The Anti-Defamation League called Johnson’s comments “offensive and unhelpful” and asked the lawmaker to retract his remarks. “Demonization, dehumanization of settlers doesn’t advance peace,” the organization tweeted.

Johnson later apologized for his remarks, saying they were a “poor choice of words.”

The Republican Jewish Coalition asked how long it would take for Democratic Presidential candidate Hillary Clinton and the Democratic Party to officially denounce Johnson.

Johnson is also listed on J Street’s website, which allows readers to donate to his re-election campaign. According to the organization, Johnson has traveled both to Israel and to the Palestinian territories, and “is a strong supporter of J Street’s mission.”

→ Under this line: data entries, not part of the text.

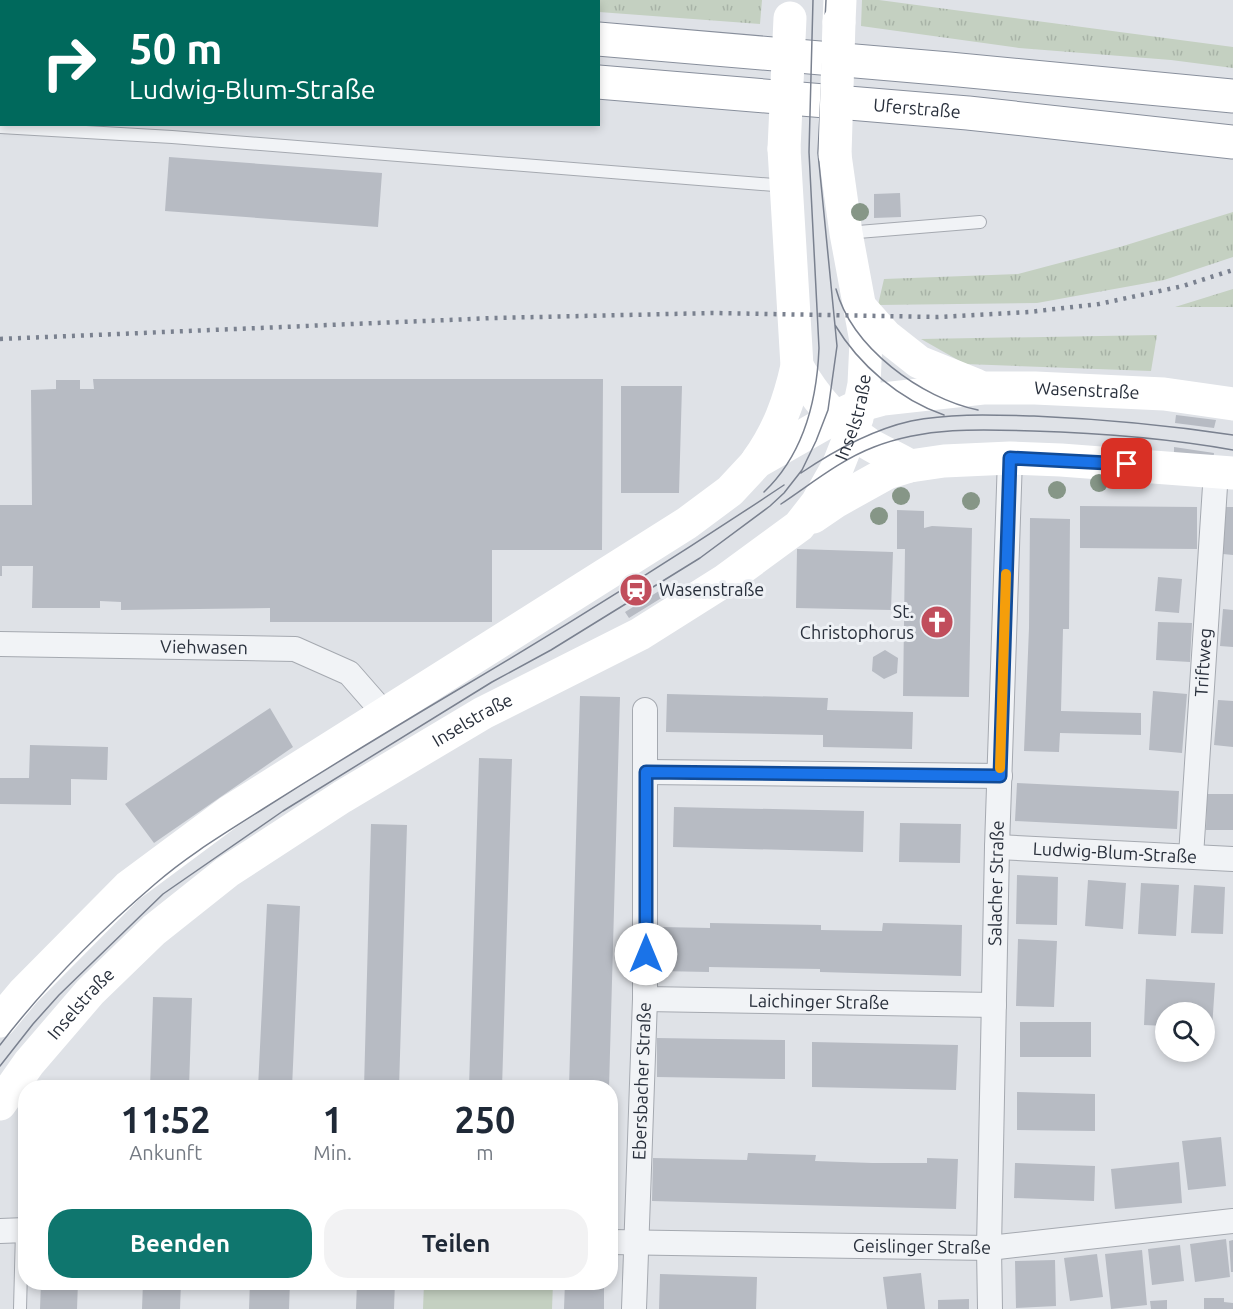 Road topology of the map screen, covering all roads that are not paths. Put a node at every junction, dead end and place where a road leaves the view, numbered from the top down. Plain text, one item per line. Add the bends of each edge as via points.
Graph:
1 (791, 9) edge
2 (840, 11) edge
3 (600, 39) edge
4 (600, 82) edge
5 (1233, 96) edge
6 (0, 127) edge
7 (1233, 142) edge
8 (787, 186) junction
9 (980, 222) dead end
10 (846, 233) junction
11 (861, 308) junction
12 (797, 366) junction
13 (983, 388) junction
14 (1233, 404) edge
15 (850, 418) junction
16 (1010, 458) junction
17 (757, 462) junction
18 (910, 466) junction
19 (1225, 472) edge
20 (799, 526) junction
21 (0, 644) edge
22 (645, 710) dead end
23 (384, 713) junction
24 (646, 772) junction
25 (1000, 776) junction
26 (997, 847) junction
27 (1191, 856) junction
28 (1233, 859) edge
29 (645, 999) junction
30 (994, 1005) junction
31 (0, 1021) edge
32 (0, 1104) edge
33 (1233, 1221) edge
34 (16, 1231) edge
35 (618, 1242) edge
36 (636, 1242) junction
37 (989, 1248) junction
38 (18, 1270) edge
39 (19, 1290) edge
40 (20, 1309) edge
41 (634, 1309) edge
42 (990, 1309) edge

1 - 8 main road, bridge via 784,149
2 - 10 main road, Inselstraße, bridge via 835,155
3 - 5 main road
4 - 7 main road, Uferstraße via 968,113
6 - 8 lane
8 - 12 main road
9 - 10 lane
10 - 11 main road, Inselstraße
11 - 13 main road via 886,336 919,362
11 - 15 main road, Inselstraße via 866,341 864,384
12 - 15 main road via 815,396
12 - 17 main road via 778,427
13 - 14 main road, Wasenstraße via 1164,394
13 - 15 main road, Wasenstraße via 904,395
15 - 17 main road, Wasenstraße
15 - 18 main road via 874,447
15 - 20 main road, Inselstraße via 828,486
16 - 18 main road
16 - 19 main road
16 - 25 street, Salacher Straße
17 - 23 main road, Wasenstraße via 730,491 687,523
18 - 20 main road via 870,482
19 - 27 street, Triftweg
20 - 32 main road, Inselstraße via 724,581 640,634 483,713 342,797 227,872 154,930 90,992 29,1063
21 - 23 street, Viehwasen via 296,649 349,673
22 - 24 street, Ebersbacher Straße
23 - 31 main road via 229,812 128,887
24 - 25 street
24 - 29 street, Ebersbacher Straße
25 - 26 street, Salacher Straße
26 - 27 street, Ludwig-Blum-Straße
26 - 30 street, Salacher Straße
27 - 28 street, Ludwig-Blum-Straße
29 - 30 street, Laichinger Straße
29 - 36 street, Ebersbacher Straße
30 - 37 street, Salacher Straße
33 - 37 street, Geislinger Straße
34 - 38 lane
35 - 36 street, Geislinger Straße
36 - 37 street, Geislinger Straße
36 - 41 street, Ebersbacher Straße
37 - 42 street, Salacher Straße
39 - 40 lane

The Anti-Defamation League described Johnson’s comments as “an offensive and unhelpful characterization.”

In a tweet directed at the congressman, the organization chided that “demonization, dehumanization of settlers doesn’t advance peace.”

Johnson responded directly to the organization, also using the social media platform to say that the comment reflected a “poor choice of words.”

“Apologies for offense,” continued the legislator who represents Atlanta suburbs in DeKalb County. “Point is settlement activity continues (to) slowly undermine 2-state solution.”

In addition to challenging the original headline in a statement to Johnson’s local newspaper, the Atlanta Journal-Constitution, the congressman’s office emphasized that “Congressman Johnson did not call Israelis termites but did say the settlement policies threaten peace and the two-state solution.”

“Congressman Johnson did not intend to insult or speak derogatorily of the Israelis or the Jewish people,” the statement continued. “When using the metaphor of termites, the Congressman was referring to the corrosive process, not the people.”

A file photo from 2006 shows Cynthia McKinney speaking to the press. (Wikimedia)
A file photo from 2006 shows Cynthia McKinney speaking to the press. (Wikimedia)

Ironically, Johnson was elected to replace former representative Cynthia McKinney who garnered headlines over the weekend when she claimed on Twitter that an Israeli photographer had been on hand for massacres in Nice and Munich, proving in her mind that Israel had a hand in both attacks.

McKinney, a former Democrat now affiliated with the Green Party, posted a conspiracy theory video on Twitter, adding her comment: “Same Israeli photographer captures Nice and Munich tragedies. How likely is that? Remember the Dancing Israelis?…”

“Dancing Israelis” refers to a widely discredited conspiracy theory that five Israeli men were arrested in New Jersey on September 11, 2001, after being seen celebrating the terror attack.

This was not the former Georgia representative’s first brush with complaints of anti-Semitism. McKinney, who served from 1992 to 2002, was defeated in the 2002 Democratic primary day after her father appeared on TV saying “Jews have bought everybody … J-E-W-S.”

Johnson’s comments came at a convention in which Palestinian claims have sprung to the forefront of the fractious politics of the left-leaning party. Yellow stickers proclaiming support for Palestinian rights were distributed at the entrance to Vermont Senator Bernie Sanders’ afternoon address to his delegates.

Later in the day, activists unfurled Palestinian flags on the convention’s main floor when delegates participated in a voice vote to approve the party’s platform.

The Israeli-Palestinian conflict was a prominent feature of the platform drafting debate, with Sanders representatives pushing for — but failing to secure — stronger language decrying Israel’s “occupation” of Palestinian land.